## EXERCISE DIRECTIONS
Retype each entry verbatim. Do not include the images.

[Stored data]
______________________________

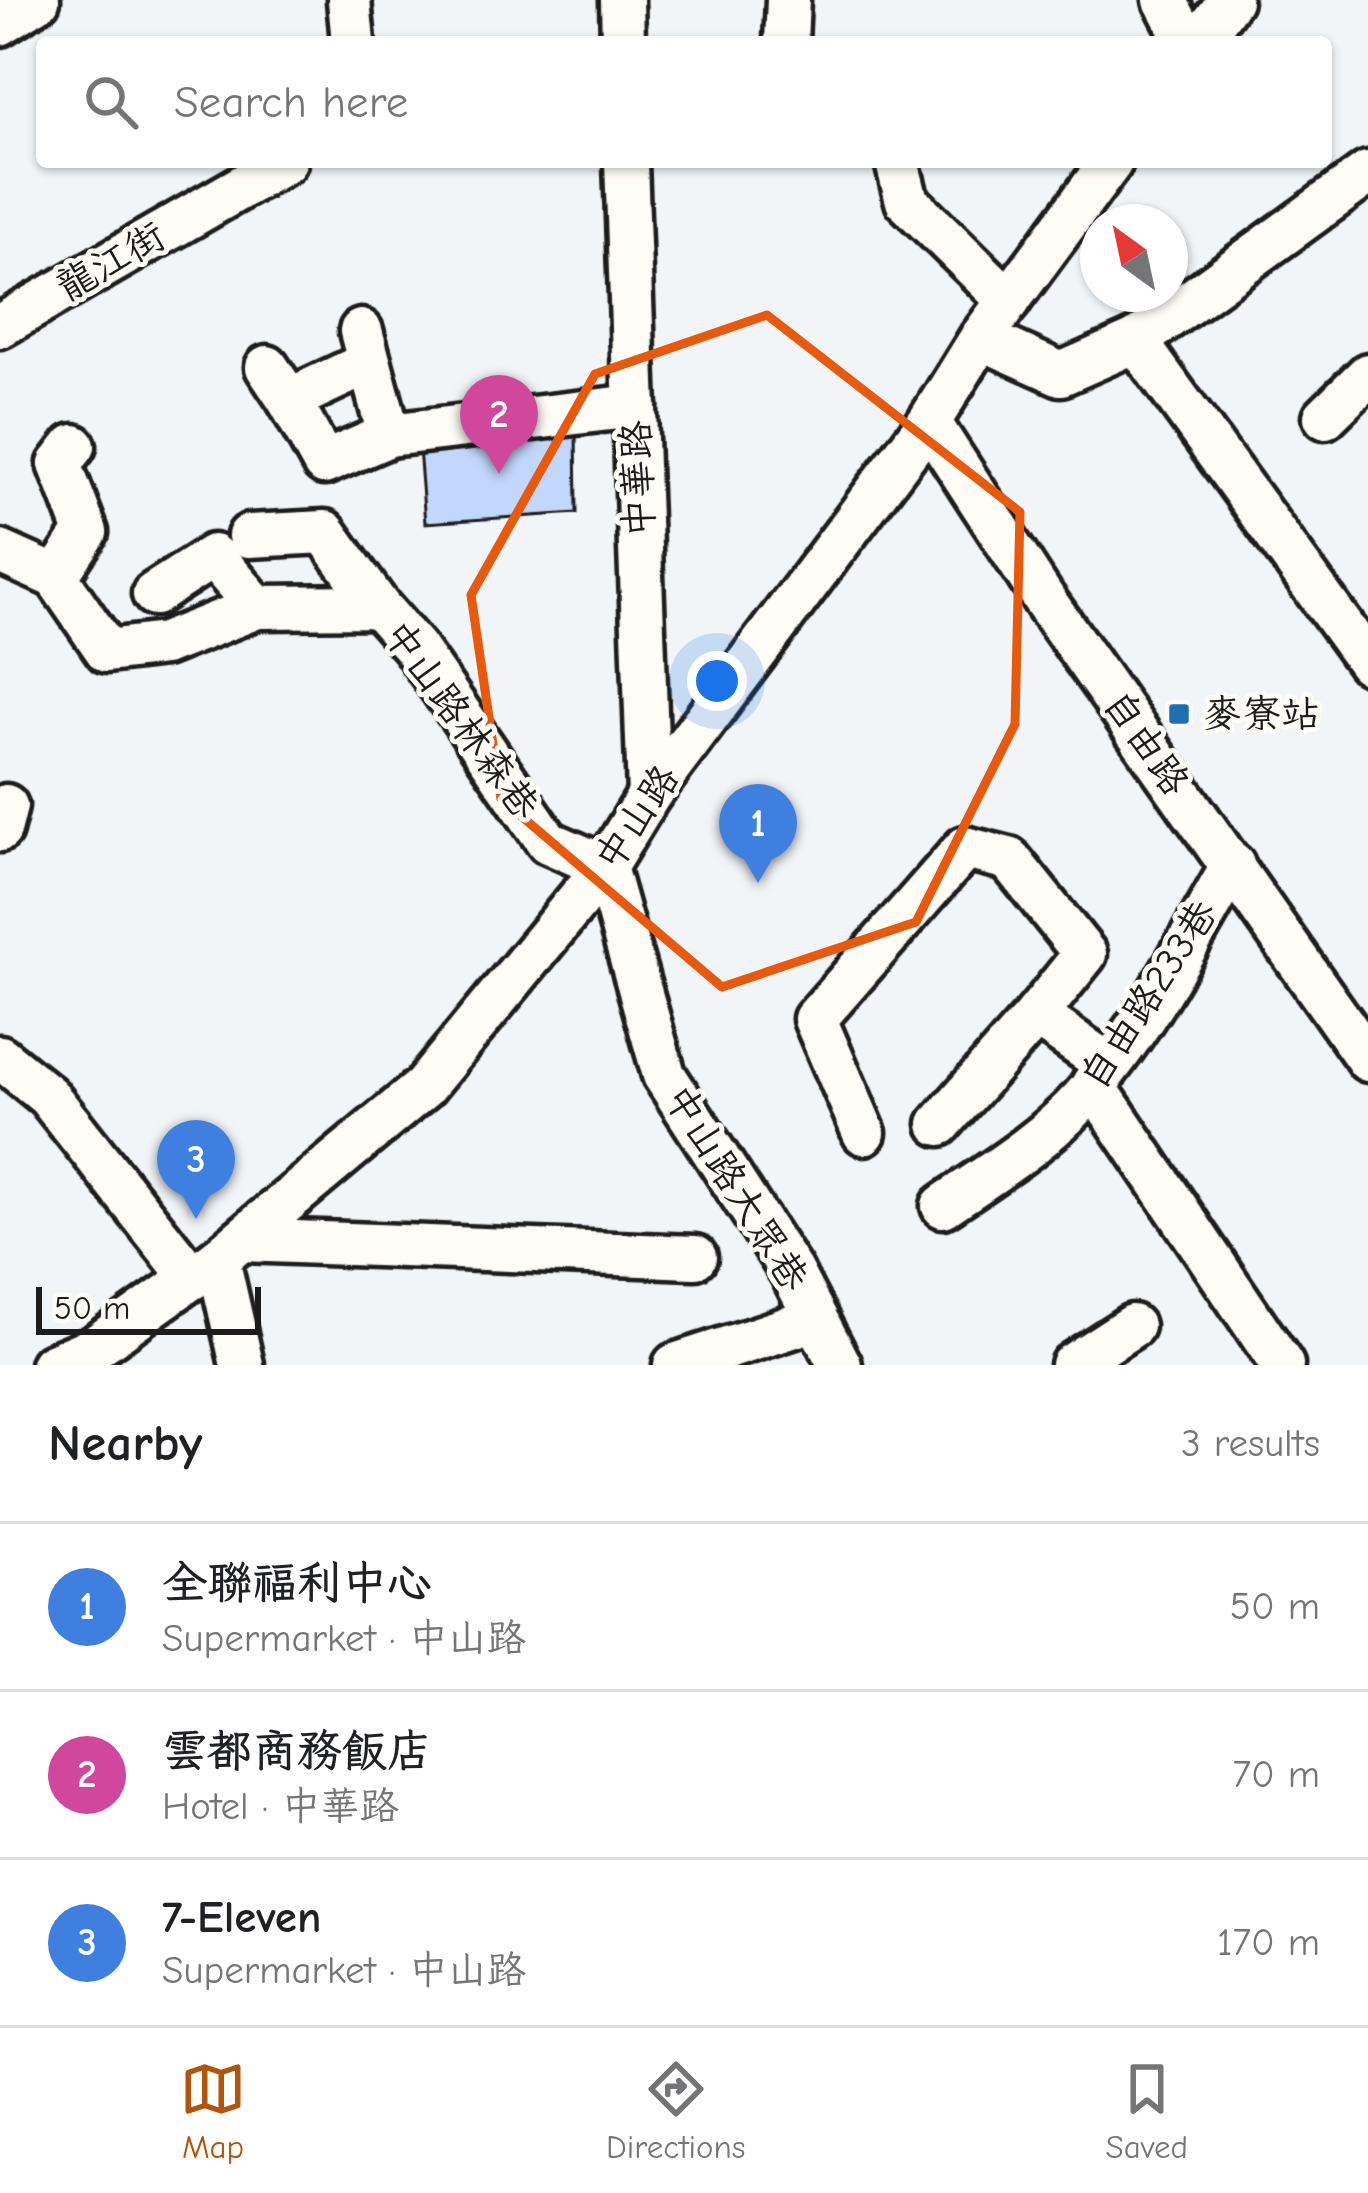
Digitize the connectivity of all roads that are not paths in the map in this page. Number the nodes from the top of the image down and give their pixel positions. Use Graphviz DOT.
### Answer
graph roads {
  1 [pos="38,0"];
  2 [pos="350,0"];
  3 [pos="622,0"];
  4 [pos="788,0"];
  5 [pos="1165,0"];
  6 [pos="1230,0"];
  7 [pos="0,24"];
  8 [pos="353,36"];
  9 [pos="623,36"];
  10 [pos="786,36"];
  11 [pos="1183,36"];
  12 [pos="1203,36"];
  13 [pos="275,168"];
  14 [pos="626,168"];
  15 [pos="899,168"];
  16 [pos="1107,168"];
  17 [pos="1368,173"];
  18 [pos="1009,301"];
  19 [pos="0,326"];
  20 [pos="981,338"];
  21 [pos="1136,341"];
  22 [pos="1368,375"];
  23 [pos="635,406"];
  24 [pos="1325,418"];
  25 [pos="929,422"];
  26 [pos="389,435"];
  27 [pos="74,446"];
  28 [pos="249,536"];
  29 [pos="0,552"];
  30 [pos="56,577"];
  31 [pos="154,594"];
  32 [pos="378,606"];
  33 [pos="257,608"];
  34 [pos="1368,662"];
  35 [pos="649,795"];
  36 [pos="1232,865"];
  37 [pos="605,868"];
  38 [pos="1036,1015"];
  39 [pos="0,1057"];
  40 [pos="1368,1060"];
  41 [pos="1100,1074"];
  42 [pos="940,1124"];
  43 [pos="864,1133"];
  44 [pos="943,1206"];
  45 [pos="695,1257"];
  46 [pos="217,1259"];
  47 [pos="816,1319"];
  48 [pos="1132,1326"];
  49 [pos="52,1365"];
  50 [pos="242,1365"];
  51 [pos="675,1365"];
  52 [pos="840,1365"];
  53 [pos="1072,1365"];
  54 [pos="1282,1365"];
  1 -- 7 [label="street"];
  2 -- 8 [label="street"];
  3 -- 9 [label="street"];
  4 -- 10 [label="street"];
  5 -- 11 [label="street"];
  6 -- 12 [label="street"];
  13 -- 19 [label="street, 龍江街"];
  14 -- 23 [label="street, 中華路"];
  15 -- 18 [label="street"];
  16 -- 18 [label="street, 中山路"];
  17 -- 21 [label="street"];
  18 -- 20 [label="street, 中山路"];
  20 -- 21 [label="street"];
  20 -- 25 [label="street, 中山路"];
  21 -- 34 [label="street"];
  22 -- 24 [label="street"];
  23 -- 26 [label="street"];
  23 -- 35 [label="street, 中華路"];
  25 -- 35 [label="street, 中山路"];
  25 -- 36 [label="street, 自由路"];
  26 -- 26 [label="street"];
  27 -- 30 [label="street"];
  28 -- 32 [label="street"];
  29 -- 30 [label="street"];
  30 -- 33 [label="street, 中山路林森巷"];
  31 -- 33 [label="street"];
  32 -- 33 [label="street, 中山路林森巷"];
  32 -- 37 [label="street, 中山路林森巷"];
  35 -- 37 [label="street, 中山路"];
  36 -- 40 [label="street, 自由路"];
  36 -- 41 [label="street, 自由路233巷"];
  37 -- 46 [label="street, 中山路"];
  37 -- 47 [label="street, 中山路大眾巷"];
  38 -- 41 [label="street"];
  38 -- 42 [label="street"];
  38 -- 43 [label="street"];
  39 -- 46 [label="street"];
  41 -- 44 [label="street, 自由路233巷"];
  41 -- 54 [label="street"];
  45 -- 46 [label="street, 中山路大眾巷"];
  46 -- 49 [label="street, 中山路"];
  46 -- 50 [label="street"];
  47 -- 51 [label="street"];
  47 -- 52 [label="street, 中山路大眾巷"];
  48 -- 53 [label="street"];
}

______________________________

## TASK SOLUTION
Digitize the connectivity of all roads that are not paths in the map in this page. Number the nodes from the top of the image down and give their pixel positions. Use Graphviz DOT.
### Answer
graph roads {
  1 [pos="38,0"];
  2 [pos="350,0"];
  3 [pos="622,0"];
  4 [pos="788,0"];
  5 [pos="1165,0"];
  6 [pos="1230,0"];
  7 [pos="0,24"];
  8 [pos="353,36"];
  9 [pos="623,36"];
  10 [pos="786,36"];
  11 [pos="1183,36"];
  12 [pos="1203,36"];
  13 [pos="275,168"];
  14 [pos="626,168"];
  15 [pos="899,168"];
  16 [pos="1107,168"];
  17 [pos="1368,173"];
  18 [pos="1009,301"];
  19 [pos="0,326"];
  20 [pos="981,338"];
  21 [pos="1136,341"];
  22 [pos="1368,375"];
  23 [pos="635,406"];
  24 [pos="1325,418"];
  25 [pos="929,422"];
  26 [pos="389,435"];
  27 [pos="74,446"];
  28 [pos="249,536"];
  29 [pos="0,552"];
  30 [pos="56,577"];
  31 [pos="154,594"];
  32 [pos="378,606"];
  33 [pos="257,608"];
  34 [pos="1368,662"];
  35 [pos="649,795"];
  36 [pos="1232,865"];
  37 [pos="605,868"];
  38 [pos="1036,1015"];
  39 [pos="0,1057"];
  40 [pos="1368,1060"];
  41 [pos="1100,1074"];
  42 [pos="940,1124"];
  43 [pos="864,1133"];
  44 [pos="943,1206"];
  45 [pos="695,1257"];
  46 [pos="217,1259"];
  47 [pos="816,1319"];
  48 [pos="1132,1326"];
  49 [pos="52,1365"];
  50 [pos="242,1365"];
  51 [pos="675,1365"];
  52 [pos="840,1365"];
  53 [pos="1072,1365"];
  54 [pos="1282,1365"];
  1 -- 7 [label="street"];
  2 -- 8 [label="street"];
  3 -- 9 [label="street"];
  4 -- 10 [label="street"];
  5 -- 11 [label="street"];
  6 -- 12 [label="street"];
  13 -- 19 [label="street, 龍江街"];
  14 -- 23 [label="street, 中華路"];
  15 -- 18 [label="street"];
  16 -- 18 [label="street, 中山路"];
  17 -- 21 [label="street"];
  18 -- 20 [label="street, 中山路"];
  20 -- 21 [label="street"];
  20 -- 25 [label="street, 中山路"];
  21 -- 34 [label="street"];
  22 -- 24 [label="street"];
  23 -- 26 [label="street"];
  23 -- 35 [label="street, 中華路"];
  25 -- 35 [label="street, 中山路"];
  25 -- 36 [label="street, 自由路"];
  26 -- 26 [label="street"];
  27 -- 30 [label="street"];
  28 -- 32 [label="street"];
  29 -- 30 [label="street"];
  30 -- 33 [label="street, 中山路林森巷"];
  31 -- 33 [label="street"];
  32 -- 33 [label="street, 中山路林森巷"];
  32 -- 37 [label="street, 中山路林森巷"];
  35 -- 37 [label="street, 中山路"];
  36 -- 40 [label="street, 自由路"];
  36 -- 41 [label="street, 自由路233巷"];
  37 -- 46 [label="street, 中山路"];
  37 -- 47 [label="street, 中山路大眾巷"];
  38 -- 41 [label="street"];
  38 -- 42 [label="street"];
  38 -- 43 [label="street"];
  39 -- 46 [label="street"];
  41 -- 44 [label="street, 自由路233巷"];
  41 -- 54 [label="street"];
  45 -- 46 [label="street, 中山路大眾巷"];
  46 -- 49 [label="street, 中山路"];
  46 -- 50 [label="street"];
  47 -- 51 [label="street"];
  47 -- 52 [label="street, 中山路大眾巷"];
  48 -- 53 [label="street"];
}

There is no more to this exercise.